By simulating a large number of cell doublets at different parameters, we constructed phase diagrams for the behaviour of the cell doublet interface area as a function of *A*_{M} and *γ*_{m} for *β* = 0.5, 0.75 and 1.00 (figure 2*e*–*g*). The phase diagrams indicate that the highest *I*_{P} value achieved for any parameter set is approximately 0.32. This value is in good agreement with the theoretical limit for the interface between two hemispheres, which is exactly 1/3. Our doublet simulations also show that, for each value of *β*, the measurement of *I*_{P} drops sharply with increasing *γ*_{m}, tending to a minimum (figure 2*j*). The minimum is determined by *A*_{M}, with very low adhesions producing little to no interface. Increasing adhesion from zero produces a sharp increase in the interface, but beyond a threshold adhesion the increase of interface with adhesion magnitude has a much smaller gradient (figure 2*h*).

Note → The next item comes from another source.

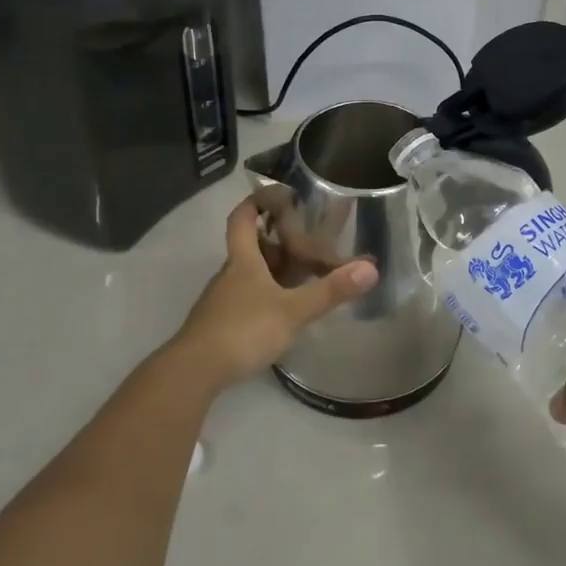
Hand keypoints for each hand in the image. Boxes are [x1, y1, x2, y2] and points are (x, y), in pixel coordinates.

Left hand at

The doublet simulation results are even clearer if we take slices through the phase diagram (figure 2*h*–*j*). As expected, we find that, for both low and high tensions, little to no interface is produced at low adhesion values. However, for both low and high tension, the interface increases approximately linearly with increasing adhesion. In the low-tension regime (figure 2*h*), interfacial contact area increases sharply with adhesion until a value of approximately *A*_{M} = 0.1, after which the interfacial contact area plateaus. The value at which the interfacial contact area plateaus is approximately equal to the theoretical limit for two hemispheres (0.33) at low *β*. In the high-tension regime (figure 2*i*), we observe two adhesion regimes. Below a value of *A*_{M} = 0.2, the interfacial contact area increases slowly with adhesion; beyond that value, the interfacial contact area depends very weakly on adhesion.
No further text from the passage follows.